The Kuwait Stock Exchange (KSE, now Boursa Kuwait), regulated by the Capital Markets Authority, and now more than a year after demutualization, is also working toward its IPO. CEO Khaled Abdul Razzaq Al-Khaled told TBY that the FTSE upgrade in September from a frontier market to a secondary emerging market confirmed appreciation of housekeeping to pique investor appetite. Short- to medium-term KSE objectives include boosting, “direct foreign investment by 300% through the rich portfolio of massive projects set to be rolled out over the coming years." Historically, the KSE benchmark SEIDX index peaked at 8,300.51 in May 2013 and troughed at 4,936.51 in January 2016. And while Middle Eastern stock markets were the global laggards of 2017, anticipated government spending, and investor appetite for deflated valuations and upgraded national status seem to suggest a northbound trajectory for 2018. In fact, as of January 8, the index, which opened at 6,505.05, had seen a 52-week range of 5,829.77-7,091.46, a one-year return of 15.79% and YtD return of 1.55%.

What's in a Name?

Quite a lot where transparency and liquidity are concerned. Notable changes include a rethink of the equities index for clearer stock demarcation. This new market segmentation, based on stricter disclosure and compliance criteria, envisages three segments, namely the Premier Market, Main Market, and Auction Market to attract greater and more diversified sources of liquidity.

Insurance

The insurance industry, with 2015 GWP of USD1.1 billion, is monitored by the Ministry of Commerce. Sector participants have called for a dedicated insurance authority for what remains one of the region's smallest insurance markets, with meager penetration rising to 0.9% of GDP in 2015 from 0.5% in 2011.

Branch and Medium

Mandatory third-party motor insurance renders this the biggest business line on 30% of total premiums as of 2014. Next came health on 22% and life on 17%. The latter, as elsewhere in the region remains curbed by welfare state provision and also religious convictions.
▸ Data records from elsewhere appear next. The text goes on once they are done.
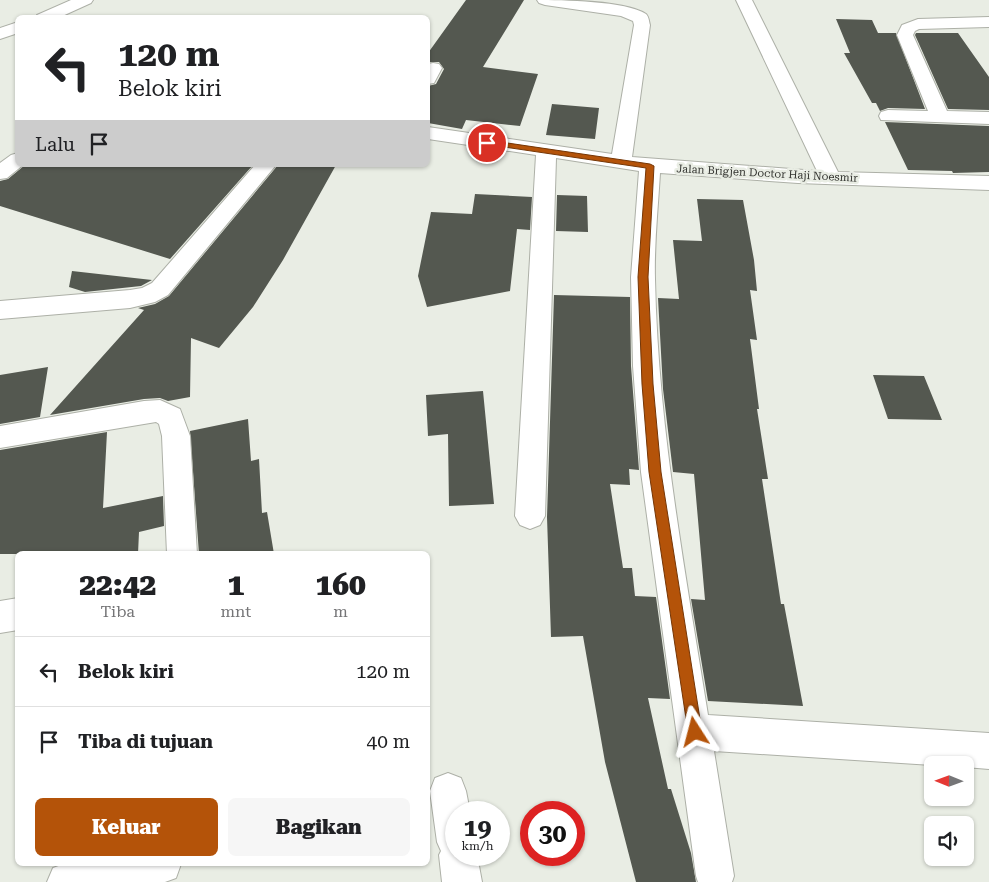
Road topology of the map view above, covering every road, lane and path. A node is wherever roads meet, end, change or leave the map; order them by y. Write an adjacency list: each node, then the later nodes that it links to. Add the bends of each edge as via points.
1 (86, 0): 4 (street)
2 (545, 0): 14 (street, via 624,12 640,18 642,25)
3 (744, 0): 18 (street)
4 (50, 15)
5 (989, 22): 9 (street, via 918,24 906,30 905,35)
6 (15, 28): 7 (street)
7 (0, 34)
8 (888, 116): 9 (street)
9 (940, 117): 10 (street)
10 (989, 118)
11 (430, 133): 12 (street, Jalan Brigjen Doctor Haji Noesmir)
12 (546, 152): 14 (street, Jalan Brigjen Doctor Haji Noesmir); 22 (street)
13 (15, 161): 17 (street)
14 (621, 162): 15 (street, Jalan Brigjen Doctor Haji Noesmir)
15 (650, 166): 18 (street, Jalan Brigjen Doctor Haji Noesmir); 26 (street, via 643,277 648,385 655,472)
16 (264, 167): 20 (street, via 160,289 147,296 130,299)
17 (0, 173)
18 (831, 178): 19 (street, Jalan Brigjen Doctor Haji Noesmir)
19 (989, 183)
20 (0, 310)
21 (0, 437): 23 (street, via 144,412 160,411 170,416 176,436)
22 (530, 516)
23 (182, 551)
24 (15, 614): 25 (street)
25 (0, 617)
26 (695, 732): 27 (street); 32 (street)
27 (989, 751)
28 (448, 791): 29 (street)
29 (450, 801)
30 (151, 866): 33 (street)
31 (460, 866): 34 (street)
32 (715, 876)
33 (67, 882)
34 (462, 882)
Indeed, Kuwait's takaful, or sharia-compliant insurance segment, is among the one of the oldest in the region on a notable 24.5% of GWP in 2014. As the regulatory environment is honed, this number can but rise.

Data is King

Anwar F. Al-Sabej, the CEO of Warba Insurance, told TBY that, “Customer service is key because the Kuwaiti insurance market has ballooned in size to around 34 or 35 (mostly composite) companies." He notes that the Ministry of Health is keen to privatize health insurance, whereby, “I see this area as being particularly dynamic." Regarding infrastructure projects, the state tends to self-insure upon project completion. This results in “a peak in insurance levels that will not last beyond the near term." It seems that fintech is central to tomorrow's challenging insurance sector. The vast majority of respondents to EY's 2017 survey, Insurance opportunities in the Middle East, concluded that analytics were essential going forward. Kuwaiti insurers are today exploring customer centricity in response to premium-denting price competition. In conclusion, the banking sector, central to Kuwait's financial sector, is also central to Kuwait exposure. Inclusion on the MSCI EM watch-list should also up the gear at the local bourse. And meanwhile, seeking elbowroom, the insurance sector will be fine-tuning its data for a precision attack on premiums.